Search the material below for the word "Інгульська". Copy every line where it is found.

**** EXTRACTED MATERIAL ****

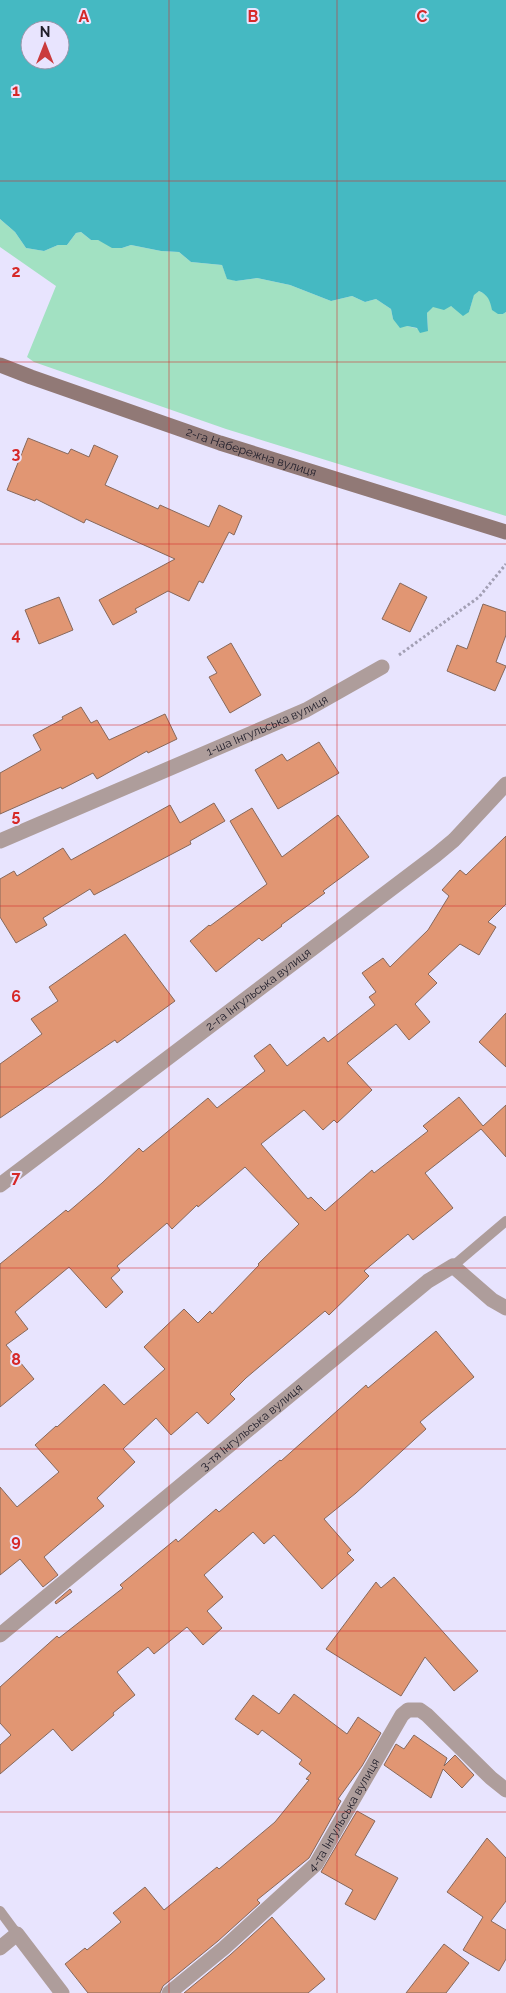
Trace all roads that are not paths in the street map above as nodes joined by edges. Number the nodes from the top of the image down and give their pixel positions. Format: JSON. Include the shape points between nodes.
{"nodes":[{"id":1,"x":0,"y":365,"type":"edge"},
{"id":2,"x":506,"y":532,"type":"edge"},
{"id":3,"x":382,"y":667,"type":"road end"},
{"id":4,"x":506,"y":784,"type":"edge"},
{"id":5,"x":0,"y":841,"type":"edge"},
{"id":6,"x":0,"y":1185,"type":"edge"},
{"id":7,"x":506,"y":1221,"type":"edge"},
{"id":8,"x":452,"y":1266,"type":"junction"},
{"id":9,"x":506,"y":1308,"type":"edge"},
{"id":10,"x":0,"y":1635,"type":"edge"},
{"id":11,"x":506,"y":1790,"type":"edge"},
{"id":12,"x":0,"y":1911,"type":"edge"},
{"id":13,"x":16,"y":1934,"type":"junction"},
{"id":14,"x":0,"y":1948,"type":"edge"},
{"id":15,"x":62,"y":1993,"type":"edge"},
{"id":16,"x":169,"y":1993,"type":"edge"}],
"edges":[{"from":1,"to":2,"type":"main road","name":"2-га Набережна вулиця","via":[[220,443]]},
{"from":3,"to":5,"type":"street","name":"1-ша Інгульська вулиця","via":[[306,710]]},
{"from":4,"to":6,"type":"street","name":"2-га Інгульська вулиця","via":[[436,855]]},
{"from":7,"to":8,"type":"lane"},
{"from":8,"to":9,"type":"street"},
{"from":8,"to":10,"type":"street","name":"3-тя Інгульська вулиця","via":[[428,1281]]},
{"from":11,"to":16,"type":"street","name":"4-та Інгульська вулиця","via":[[427,1715],[420,1710],[408,1710],[402,1715],[316,1864]]},
{"from":12,"to":13,"type":"lane"},
{"from":13,"to":14,"type":"street"},
{"from":13,"to":15,"type":"street"}]}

****

- [EXERCISE SOLUTION]
{"from":3,"to":5,"type":"street","name":"1-ша Інгульська вулиця","via":[[306,710]]},
{"from":4,"to":6,"type":"street","name":"2-га Інгульська вулиця","via":[[436,855]]},
{"from":8,"to":10,"type":"street","name":"3-тя Інгульська вулиця","via":[[428,1281]]},
{"from":11,"to":16,"type":"street","name":"4-та Інгульська вулиця","via":[[427,1715],[420,1710],[408,1710],[402,1715],[316,1864]]},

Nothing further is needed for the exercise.